A small but crucial sampling of war reporting by one of the finest journalists of her generation.
Marie Colvin (1956–2012) was one hell of a reporter, right up to the point where she was killed by an IED while under intense shelling by the Syrian government. This collection only scratches the surface of nearly 20 years of war reporting for the Sunday Times, but it’s a remarkable portrait of the raw wounds of conflicts that burn on, even in times the Western world considers to be “peace.” The collection is sensibly divided into both chronological and geographical sections, and it spans the globe. If there was a hot spot in the world, Colvin seems to have gotten there, from the war in Libya to the genocides in Kosovo to the disproportionate response of Moscow to the Chechen uprisings.
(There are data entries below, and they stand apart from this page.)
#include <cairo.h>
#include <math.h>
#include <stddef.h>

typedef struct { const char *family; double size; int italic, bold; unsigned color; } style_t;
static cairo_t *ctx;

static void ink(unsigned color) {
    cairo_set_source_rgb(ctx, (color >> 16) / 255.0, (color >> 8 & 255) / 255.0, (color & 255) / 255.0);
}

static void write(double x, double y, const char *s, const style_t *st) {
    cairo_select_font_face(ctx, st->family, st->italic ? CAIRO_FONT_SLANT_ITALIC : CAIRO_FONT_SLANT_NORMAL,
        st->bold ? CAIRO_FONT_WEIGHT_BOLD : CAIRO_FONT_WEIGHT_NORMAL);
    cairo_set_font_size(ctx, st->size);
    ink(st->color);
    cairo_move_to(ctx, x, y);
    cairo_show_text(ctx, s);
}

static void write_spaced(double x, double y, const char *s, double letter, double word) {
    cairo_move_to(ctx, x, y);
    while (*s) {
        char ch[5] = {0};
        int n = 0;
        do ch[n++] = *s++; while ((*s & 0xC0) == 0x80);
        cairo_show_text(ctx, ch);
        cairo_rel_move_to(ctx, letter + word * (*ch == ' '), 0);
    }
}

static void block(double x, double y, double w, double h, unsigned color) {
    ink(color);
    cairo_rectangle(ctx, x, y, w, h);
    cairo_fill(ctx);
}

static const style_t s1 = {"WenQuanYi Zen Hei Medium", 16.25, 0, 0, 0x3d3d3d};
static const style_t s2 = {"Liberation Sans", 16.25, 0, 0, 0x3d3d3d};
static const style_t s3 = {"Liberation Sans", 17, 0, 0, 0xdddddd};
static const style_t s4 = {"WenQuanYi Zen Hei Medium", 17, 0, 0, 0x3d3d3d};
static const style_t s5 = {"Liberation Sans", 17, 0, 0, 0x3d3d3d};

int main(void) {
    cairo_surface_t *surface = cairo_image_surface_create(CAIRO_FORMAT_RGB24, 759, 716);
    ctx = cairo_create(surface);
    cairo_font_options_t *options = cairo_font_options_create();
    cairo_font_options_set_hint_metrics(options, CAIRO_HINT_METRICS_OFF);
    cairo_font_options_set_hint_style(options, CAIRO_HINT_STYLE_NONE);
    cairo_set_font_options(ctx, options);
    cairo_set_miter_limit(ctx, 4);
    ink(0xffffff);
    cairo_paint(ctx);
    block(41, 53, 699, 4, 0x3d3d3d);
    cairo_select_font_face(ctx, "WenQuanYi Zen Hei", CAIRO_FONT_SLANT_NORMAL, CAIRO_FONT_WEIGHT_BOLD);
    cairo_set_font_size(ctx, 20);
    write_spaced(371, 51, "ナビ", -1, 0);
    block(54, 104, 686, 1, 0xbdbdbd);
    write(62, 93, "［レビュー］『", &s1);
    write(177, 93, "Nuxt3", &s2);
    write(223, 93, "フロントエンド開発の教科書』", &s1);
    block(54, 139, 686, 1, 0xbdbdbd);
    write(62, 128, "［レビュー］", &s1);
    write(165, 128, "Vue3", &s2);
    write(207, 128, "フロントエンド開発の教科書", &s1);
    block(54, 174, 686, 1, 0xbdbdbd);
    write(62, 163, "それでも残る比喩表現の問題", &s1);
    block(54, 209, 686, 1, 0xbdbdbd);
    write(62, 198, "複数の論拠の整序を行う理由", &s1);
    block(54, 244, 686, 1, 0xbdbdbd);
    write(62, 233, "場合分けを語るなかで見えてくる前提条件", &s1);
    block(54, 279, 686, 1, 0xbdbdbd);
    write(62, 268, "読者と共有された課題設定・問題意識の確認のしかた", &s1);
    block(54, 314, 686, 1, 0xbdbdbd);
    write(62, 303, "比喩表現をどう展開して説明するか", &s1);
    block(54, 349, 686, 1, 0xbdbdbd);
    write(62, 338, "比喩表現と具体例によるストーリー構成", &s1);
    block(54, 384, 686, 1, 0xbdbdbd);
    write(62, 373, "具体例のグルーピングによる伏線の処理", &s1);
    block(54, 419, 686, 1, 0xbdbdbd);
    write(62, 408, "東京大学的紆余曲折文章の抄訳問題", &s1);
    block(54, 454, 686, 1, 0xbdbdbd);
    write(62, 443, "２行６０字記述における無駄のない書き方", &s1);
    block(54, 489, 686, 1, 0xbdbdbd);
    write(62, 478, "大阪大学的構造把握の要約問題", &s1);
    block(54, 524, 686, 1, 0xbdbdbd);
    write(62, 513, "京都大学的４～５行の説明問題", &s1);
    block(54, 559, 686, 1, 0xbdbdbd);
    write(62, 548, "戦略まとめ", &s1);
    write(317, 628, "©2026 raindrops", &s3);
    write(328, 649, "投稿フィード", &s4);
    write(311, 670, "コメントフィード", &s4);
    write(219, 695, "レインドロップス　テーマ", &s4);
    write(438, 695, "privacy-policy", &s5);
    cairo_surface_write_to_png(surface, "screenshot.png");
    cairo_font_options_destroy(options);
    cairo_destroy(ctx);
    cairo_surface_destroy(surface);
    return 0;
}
There are unusual interviews with figures like Yasser Arafat and Muammar Gadhafi, but one of Colvin’s many gifts was ferreting out the story of the common people suffering through unimaginable horrors—e.g., the girls raped as the result of systemized terror under Robert Mugabe in Zimbabwe; the untrained, illiterate forces of the Afghani military expected to take over for the full force and fury of the American incursion. If journalists are expected to suffer for their stories, Colvin paid the full price for capturing these stories: Her nose was broken by a rock thrown by Palestinian demonstrators while she was posing as a Jewish settler; her eye was punctured by shrapnel from a rocket-propelled grenade in Sri Lanka, an event that led to her iconic eye patch. In her 2001 acceptance speech for a humanitarian award for courage, she pondered whether the stories were worth the damage: “Simply: there’s no way to cover war properly without risk. Covering a war means going into places torn apart by chaos, destruction, death and pain, and trying to bear witness to that.”
More than just a war story; a harrowing examination of the tolls of the world’s conflicts.